----- Entries supplied
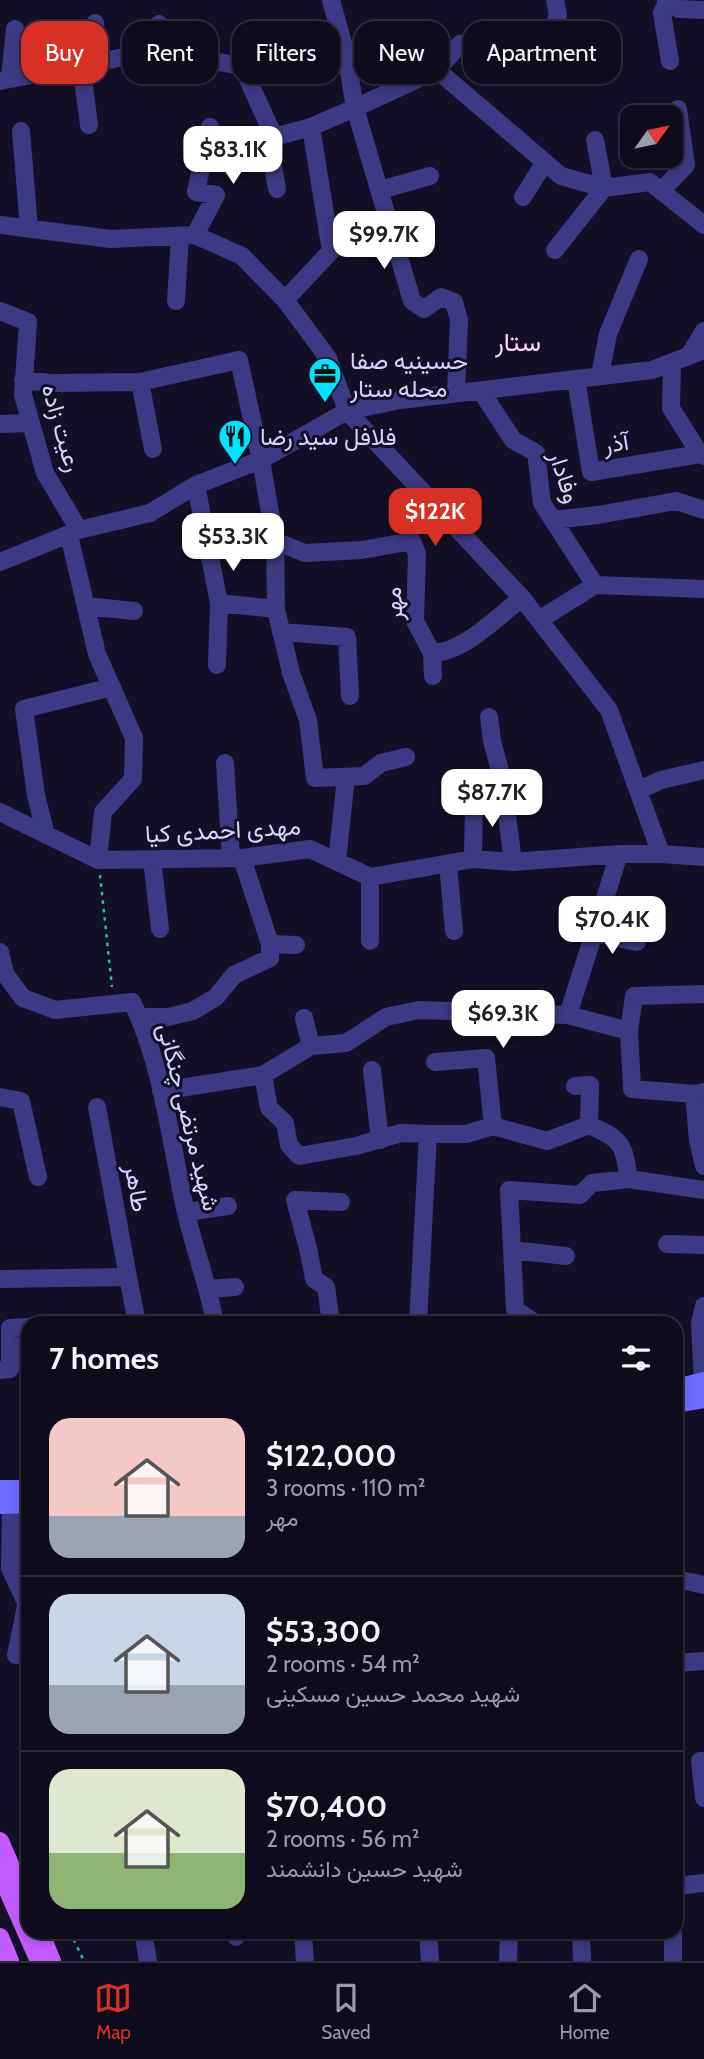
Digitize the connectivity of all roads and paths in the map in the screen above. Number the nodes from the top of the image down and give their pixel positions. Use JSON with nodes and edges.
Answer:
{"nodes":[{"id":1,"x":331,"y":0,"type":"edge"},
{"id":2,"x":555,"y":0,"type":"edge"},
{"id":3,"x":666,"y":1,"type":"edge"},
{"id":4,"x":704,"y":10,"type":"edge"},
{"id":5,"x":556,"y":21,"type":"edge"},
{"id":6,"x":15,"y":29,"type":"dead end"},
{"id":7,"x":463,"y":44,"type":"edge"},
{"id":8,"x":346,"y":54,"type":"junction"},
{"id":9,"x":340,"y":55,"type":"edge"},
{"id":10,"x":449,"y":56,"type":"edge"},
{"id":11,"x":670,"y":61,"type":"dead end"},
{"id":12,"x":5,"y":80,"type":"edge"},
{"id":13,"x":449,"y":80,"type":"edge"},
{"id":14,"x":89,"y":84,"type":"edge"},
{"id":15,"x":250,"y":84,"type":"edge"},
{"id":16,"x":407,"y":84,"type":"edge"},
{"id":17,"x":355,"y":108,"type":"junction"},
{"id":18,"x":89,"y":125,"type":"dead end"},
{"id":19,"x":210,"y":127,"type":"dead end"},
{"id":20,"x":311,"y":127,"type":"junction"},
{"id":21,"x":21,"y":131,"type":"dead end"},
{"id":22,"x":274,"y":137,"type":"junction"},
{"id":23,"x":595,"y":140,"type":"dead end"},
{"id":24,"x":683,"y":144,"type":"edge"},
{"id":25,"x":545,"y":162,"type":"junction"},
{"id":26,"x":430,"y":176,"type":"dead end"},
{"id":27,"x":604,"y":188,"type":"junction"},
{"id":28,"x":277,"y":189,"type":"dead end"},
{"id":29,"x":380,"y":190,"type":"junction"},
{"id":30,"x":661,"y":191,"type":"junction"},
{"id":31,"x":523,"y":197,"type":"dead end"},
{"id":32,"x":0,"y":225,"type":"edge"},
{"id":33,"x":704,"y":225,"type":"edge"},
{"id":34,"x":29,"y":228,"type":"junction"},
{"id":35,"x":188,"y":235,"type":"junction"},
{"id":36,"x":555,"y":250,"type":"dead end"},
{"id":37,"x":639,"y":259,"type":"dead end"},
{"id":38,"x":285,"y":300,"type":"junction"},
{"id":39,"x":176,"y":301,"type":"dead end"},
{"id":40,"x":0,"y":311,"type":"edge"},
{"id":41,"x":704,"y":331,"type":"edge"},
{"id":42,"x":697,"y":353,"type":"edge"},
{"id":43,"x":672,"y":363,"type":"junction"},
{"id":44,"x":600,"y":375,"type":"junction"},
{"id":45,"x":576,"y":379,"type":"junction"},
{"id":46,"x":23,"y":380,"type":"junction"},
{"id":47,"x":140,"y":382,"type":"junction"},
{"id":48,"x":481,"y":391,"type":"junction"},
{"id":49,"x":456,"y":393,"type":"junction"},
{"id":50,"x":347,"y":411,"type":"junction"},
{"id":51,"x":31,"y":423,"type":"junction"},
{"id":52,"x":0,"y":424,"type":"edge"},
{"id":53,"x":700,"y":446,"type":"edge"},
{"id":54,"x":153,"y":449,"type":"dead end"},
{"id":55,"x":261,"y":460,"type":"junction"},
{"id":56,"x":196,"y":485,"type":"junction"},
{"id":57,"x":704,"y":510,"type":"edge"},
{"id":58,"x":553,"y":520,"type":"junction"},
{"id":59,"x":74,"y":533,"type":"junction"},
{"id":60,"x":275,"y":541,"type":"junction"},
{"id":61,"x":0,"y":562,"type":"edge"},
{"id":62,"x":595,"y":585,"type":"junction"},
{"id":63,"x":704,"y":589,"type":"edge"},
{"id":64,"x":522,"y":598,"type":"junction"},
{"id":65,"x":219,"y":603,"type":"junction"},
{"id":66,"x":86,"y":606,"type":"junction"},
{"id":67,"x":276,"y":609,"type":"junction"},
{"id":68,"x":134,"y":611,"type":"dead end"},
{"id":69,"x":538,"y":620,"type":"junction"},
{"id":70,"x":281,"y":632,"type":"junction"},
{"id":71,"x":432,"y":653,"type":"junction"},
{"id":72,"x":217,"y":665,"type":"dead end"},
{"id":73,"x":433,"y":676,"type":"dead end"},
{"id":74,"x":111,"y":687,"type":"junction"},
{"id":75,"x":350,"y":696,"type":"dead end"},
{"id":76,"x":489,"y":717,"type":"dead end"},
{"id":77,"x":406,"y":757,"type":"dead end"},
{"id":78,"x":225,"y":763,"type":"dead end"},
{"id":79,"x":704,"y":770,"type":"edge"},
{"id":80,"x":346,"y":777,"type":"junction"},
{"id":81,"x":639,"y":790,"type":"junction"},
{"id":82,"x":474,"y":799,"type":"dead end"},
{"id":83,"x":0,"y":812,"type":"edge"},
{"id":84,"x":46,"y":835,"type":"junction"},
{"id":85,"x":619,"y":854,"type":"junction"},
{"id":86,"x":661,"y":854,"type":"junction"},
{"id":87,"x":704,"y":857,"type":"edge"},
{"id":88,"x":237,"y":858,"type":"junction"},
{"id":89,"x":152,"y":859,"type":"junction"},
{"id":90,"x":473,"y":859,"type":"junction"},
{"id":91,"x":98,"y":860,"type":"junction"},
{"id":92,"x":337,"y":861,"type":"junction"},
{"id":93,"x":513,"y":862,"type":"junction"},
{"id":94,"x":448,"y":864,"type":"junction"},
{"id":95,"x":370,"y":877,"type":"junction"},
{"id":96,"x":160,"y":929,"type":"dead end"},
{"id":97,"x":454,"y":932,"type":"dead end"},
{"id":98,"x":594,"y":933,"type":"junction"},
{"id":99,"x":370,"y":941,"type":"dead end"},
{"id":100,"x":637,"y":942,"type":"dead end"},
{"id":101,"x":270,"y":944,"type":"junction"},
{"id":102,"x":296,"y":944,"type":"dead end"},
{"id":103,"x":0,"y":952,"type":"edge"},
{"id":104,"x":2,"y":974,"type":"edge"},
{"id":105,"x":704,"y":994,"type":"edge"},
{"id":106,"x":114,"y":1004,"type":"junction"},
{"id":107,"x":568,"y":1014,"type":"junction"},
{"id":108,"x":139,"y":1017,"type":"junction"},
{"id":109,"x":304,"y":1018,"type":"dead end"},
{"id":110,"x":629,"y":1031,"type":"junction"},
{"id":111,"x":311,"y":1046,"type":"junction"},
{"id":112,"x":435,"y":1062,"type":"dead end"},
{"id":113,"x":372,"y":1070,"type":"dead end"},
{"id":114,"x":263,"y":1075,"type":"junction"},
{"id":115,"x":575,"y":1086,"type":"dead end"},
{"id":116,"x":161,"y":1091,"type":"junction"},
{"id":117,"x":699,"y":1093,"type":"edge"},
{"id":118,"x":0,"y":1097,"type":"edge"},
{"id":119,"x":97,"y":1107,"type":"dead end"},
{"id":120,"x":589,"y":1125,"type":"junction"},
{"id":121,"x":493,"y":1126,"type":"junction"},
{"id":122,"x":428,"y":1134,"type":"junction"},
{"id":123,"x":380,"y":1140,"type":"junction"},
{"id":124,"x":704,"y":1166,"type":"edge"},
{"id":125,"x":37,"y":1177,"type":"dead end"},
{"id":126,"x":629,"y":1179,"type":"junction"},
{"id":127,"x":704,"y":1190,"type":"edge"},
{"id":128,"x":341,"y":1202,"type":"dead end"},
{"id":129,"x":228,"y":1206,"type":"dead end"},
{"id":130,"x":186,"y":1212,"type":"junction"},
{"id":131,"x":667,"y":1244,"type":"dead end"},
{"id":132,"x":704,"y":1245,"type":"edge"},
{"id":133,"x":512,"y":1250,"type":"junction"},
{"id":134,"x":566,"y":1256,"type":"dead end"},
{"id":135,"x":128,"y":1277,"type":"junction"},
{"id":136,"x":0,"y":1279,"type":"edge"},
{"id":137,"x":235,"y":1287,"type":"dead end"},
{"id":138,"x":208,"y":1289,"type":"junction"},
{"id":139,"x":704,"y":1306,"type":"edge"},
{"id":140,"x":136,"y":1316,"type":"edge"},
{"id":141,"x":214,"y":1316,"type":"edge"},
{"id":142,"x":330,"y":1316,"type":"edge"},
{"id":143,"x":418,"y":1316,"type":"edge"},
{"id":144,"x":525,"y":1316,"type":"edge"},
{"id":145,"x":21,"y":1327,"type":"edge"},
{"id":146,"x":0,"y":1370,"type":"edge"},
{"id":147,"x":704,"y":1387,"type":"edge"},
{"id":148,"x":683,"y":1388,"type":"edge"},
{"id":149,"x":683,"y":1400,"type":"edge"},
{"id":150,"x":0,"y":1489,"type":"edge"},
{"id":151,"x":21,"y":1489,"type":"edge"},
{"id":152,"x":13,"y":1505,"type":"edge"},
{"id":153,"x":683,"y":1580,"type":"edge"},
{"id":154,"x":704,"y":1585,"type":"edge"},
{"id":155,"x":21,"y":1593,"type":"edge"},
{"id":156,"x":21,"y":1633,"type":"edge"},
{"id":157,"x":16,"y":1655,"type":"dead end"},
{"id":158,"x":704,"y":1661,"type":"edge"},
{"id":159,"x":683,"y":1662,"type":"edge"},
{"id":160,"x":704,"y":1761,"type":"edge"},
{"id":161,"x":704,"y":1798,"type":"edge"},
{"id":162,"x":0,"y":1841,"type":"edge"},
{"id":163,"x":0,"y":1873,"type":"edge"},
{"id":164,"x":704,"y":1883,"type":"edge"},
{"id":165,"x":683,"y":1885,"type":"edge"},
{"id":166,"x":21,"y":1887,"type":"edge"},
{"id":167,"x":21,"y":1922,"type":"edge"},
{"id":168,"x":0,"y":1937,"type":"edge"},
{"id":169,"x":28,"y":1939,"type":"edge"},
{"id":170,"x":43,"y":1939,"type":"edge"},
{"id":171,"x":74,"y":1939,"type":"edge"},
{"id":172,"x":144,"y":1939,"type":"edge"},
{"id":173,"x":303,"y":1939,"type":"edge"},
{"id":174,"x":428,"y":1939,"type":"edge"},
{"id":175,"x":509,"y":1939,"type":"edge"},
{"id":176,"x":581,"y":1939,"type":"edge"},
{"id":177,"x":673,"y":1939,"type":"edge"},
{"id":178,"x":10,"y":1961,"type":"edge"},
{"id":179,"x":38,"y":1961,"type":"edge"},
{"id":180,"x":52,"y":1961,"type":"edge"},
{"id":181,"x":84,"y":1961,"type":"edge"},
{"id":182,"x":148,"y":1961,"type":"edge"},
{"id":183,"x":305,"y":1961,"type":"edge"},
{"id":184,"x":430,"y":1961,"type":"edge"},
{"id":185,"x":508,"y":1961,"type":"edge"},
{"id":186,"x":582,"y":1961,"type":"edge"},
{"id":187,"x":673,"y":1961,"type":"edge"}],
"edges":[{"from":1,"to":8,"type":"street"},
{"from":2,"to":5,"type":"street"},
{"from":3,"to":4,"type":"street"},
{"from":3,"to":11,"type":"street"},
{"from":6,"to":12,"type":"street"},
{"from":7,"to":10,"type":"street"},
{"from":8,"to":9,"type":"street"},
{"from":8,"to":17,"type":"street"},
{"from":13,"to":25,"type":"street"},
{"from":14,"to":18,"type":"street"},
{"from":15,"to":22,"type":"street"},
{"from":16,"to":17,"type":"street"},
{"from":17,"to":20,"type":"street"},
{"from":17,"to":29,"type":"street"},
{"from":19,"to":35,"type":"street"},
{"from":20,"to":22,"type":"street"},
{"from":20,"to":38,"type":"street"},
{"from":21,"to":34,"type":"street"},
{"from":22,"to":28,"type":"street"},
{"from":23,"to":27,"type":"street"},
{"from":24,"to":30,"type":"street"},
{"from":25,"to":27,"type":"street"},
{"from":25,"to":31,"type":"street"},
{"from":26,"to":29,"type":"street"},
{"from":27,"to":30,"type":"street"},
{"from":27,"to":36,"type":"street"},
{"from":29,"to":49,"type":"street"},
{"from":30,"to":33,"type":"street"},
{"from":32,"to":34,"type":"street"},
{"from":34,"to":35,"type":"street"},
{"from":35,"to":38,"type":"street"},
{"from":35,"to":39,"type":"street"},
{"from":37,"to":44,"type":"street"},
{"from":38,"to":50,"type":"street"},
{"from":40,"to":46,"type":"street","name":"رعیت زاده"},
{"from":41,"to":42,"type":"street"},
{"from":42,"to":43,"type":"street"},
{"from":43,"to":44,"type":"street"},
{"from":43,"to":53,"type":"street"},
{"from":44,"to":45,"type":"street"},
{"from":45,"to":48,"type":"street"},
{"from":45,"to":53,"type":"street","name":"آذر"},
{"from":46,"to":47,"type":"street"},
{"from":46,"to":51,"type":"street","name":"رعیت زاده"},
{"from":47,"to":54,"type":"street"},
{"from":47,"to":55,"type":"street"},
{"from":48,"to":49,"type":"street"},
{"from":48,"to":58,"type":"street","name":"وفادار"},
{"from":49,"to":50,"type":"street"},
{"from":50,"to":55,"type":"street"},
{"from":50,"to":64,"type":"street"},
{"from":51,"to":52,"type":"street"},
{"from":51,"to":59,"type":"street","name":"رعیت زاده"},
{"from":55,"to":56,"type":"street"},
{"from":55,"to":60,"type":"street"},
{"from":56,"to":59,"type":"street"},
{"from":56,"to":65,"type":"street"},
{"from":57,"to":58,"type":"street"},
{"from":58,"to":62,"type":"street","name":"وفادار"},
{"from":59,"to":61,"type":"street"},
{"from":59,"to":66,"type":"street","name":"رعیت زاده"},
{"from":60,"to":67,"type":"street"},
{"from":60,"to":71,"type":"street","name":"مهر"},
{"from":62,"to":63,"type":"street"},
{"from":62,"to":69,"type":"street"},
{"from":64,"to":69,"type":"street"},
{"from":64,"to":71,"type":"street"},
{"from":65,"to":67,"type":"street"},
{"from":65,"to":72,"type":"street"},
{"from":66,"to":68,"type":"street"},
{"from":66,"to":74,"type":"street","name":"رعیت زاده"},
{"from":67,"to":70,"type":"street"},
{"from":69,"to":81,"type":"street"},
{"from":70,"to":75,"type":"street"},
{"from":70,"to":80,"type":"street"},
{"from":71,"to":73,"type":"street"},
{"from":74,"to":84,"type":"street"},
{"from":74,"to":91,"type":"street","name":"رعیت زاده"},
{"from":76,"to":93,"type":"street"},
{"from":77,"to":80,"type":"street"},
{"from":78,"to":88,"type":"street"},
{"from":79,"to":81,"type":"street"},
{"from":80,"to":92,"type":"street"},
{"from":81,"to":86,"type":"street"},
{"from":82,"to":90,"type":"street"},
{"from":83,"to":84,"type":"street","name":"مهدی احمدی کیا"},
{"from":84,"to":91,"type":"street","name":"مهدی احمدی کیا"},
{"from":85,"to":86,"type":"street"},
{"from":85,"to":93,"type":"street"},
{"from":85,"to":98,"type":"street"},
{"from":86,"to":87,"type":"street"},
{"from":88,"to":89,"type":"street","name":"مهدی احمدی کیا"},
{"from":88,"to":92,"type":"street","name":"مهدی احمدی کیا"},
{"from":88,"to":101,"type":"street"},
{"from":89,"to":91,"type":"street","name":"مهدی احمدی کیا"},
{"from":89,"to":96,"type":"street"},
{"from":90,"to":93,"type":"street"},
{"from":90,"to":94,"type":"street"},
{"from":91,"to":106,"type":"path"},
{"from":92,"to":95,"type":"street","name":"مهدی احمدی کیا"},
{"from":94,"to":95,"type":"street"},
{"from":94,"to":97,"type":"street"},
{"from":95,"to":99,"type":"street"},
{"from":98,"to":100,"type":"street"},
{"from":98,"to":107,"type":"street"},
{"from":101,"to":102,"type":"street"},
{"from":101,"to":108,"type":"street"},
{"from":103,"to":104,"type":"street"},
{"from":104,"to":106,"type":"street"},
{"from":105,"to":110,"type":"street"},
{"from":106,"to":108,"type":"street","name":"شهید مرتضی چنگانی"},
{"from":107,"to":110,"type":"street"},
{"from":107,"to":111,"type":"street"},
{"from":108,"to":116,"type":"street","name":"شهید مرتضی چنگانی"},
{"from":109,"to":111,"type":"street"},
{"from":110,"to":117,"type":"street"},
{"from":111,"to":114,"type":"street"},
{"from":112,"to":121,"type":"street"},
{"from":113,"to":123,"type":"street"},
{"from":114,"to":116,"type":"street"},
{"from":114,"to":123,"type":"street"},
{"from":115,"to":120,"type":"street"},
{"from":116,"to":130,"type":"street","name":"شهید مرتضی چنگانی"},
{"from":117,"to":124,"type":"street"},
{"from":118,"to":125,"type":"street"},
{"from":119,"to":135,"type":"street","name":"طاهر"},
{"from":120,"to":121,"type":"street"},
{"from":120,"to":126,"type":"street"},
{"from":121,"to":122,"type":"street"},
{"from":122,"to":123,"type":"street"},
{"from":122,"to":143,"type":"street"},
{"from":126,"to":127,"type":"street"},
{"from":126,"to":133,"type":"street"},
{"from":128,"to":142,"type":"street"},
{"from":129,"to":130,"type":"street"},
{"from":130,"to":138,"type":"street","name":"شهید مرتضی چنگانی"},
{"from":131,"to":132,"type":"street"},
{"from":133,"to":134,"type":"street"},
{"from":133,"to":144,"type":"street"},
{"from":135,"to":136,"type":"street"},
{"from":135,"to":140,"type":"street","name":"طاهر"},
{"from":137,"to":138,"type":"street"},
{"from":138,"to":141,"type":"street","name":"شهید مرتضی چنگانی"},
{"from":139,"to":147,"type":"street"},
{"from":145,"to":146,"type":"street"},
{"from":147,"to":148,"type":"main road"},
{"from":147,"to":149,"type":"main road"},
{"from":150,"to":151,"type":"main road"},
{"from":152,"to":155,"type":"street"},
{"from":153,"to":154,"type":"street"},
{"from":156,"to":157,"type":"street"},
{"from":158,"to":159,"type":"street"},
{"from":160,"to":161,"type":"street"},
{"from":162,"to":166,"type":"main road"},
{"from":163,"to":167,"type":"main road"},
{"from":164,"to":165,"type":"street"},
{"from":168,"to":178,"type":"main road"},
{"from":169,"to":179,"type":"main road"},
{"from":170,"to":180,"type":"main road"},
{"from":171,"to":181,"type":"path"},
{"from":172,"to":182,"type":"street"},
{"from":173,"to":183,"type":"street"},
{"from":174,"to":184,"type":"street"},
{"from":175,"to":185,"type":"street"},
{"from":176,"to":186,"type":"street"},
{"from":177,"to":187,"type":"street"}]}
----------
Reply with only the number of lines in the entries that contain the word "مرتضی".

- Worked solution: 5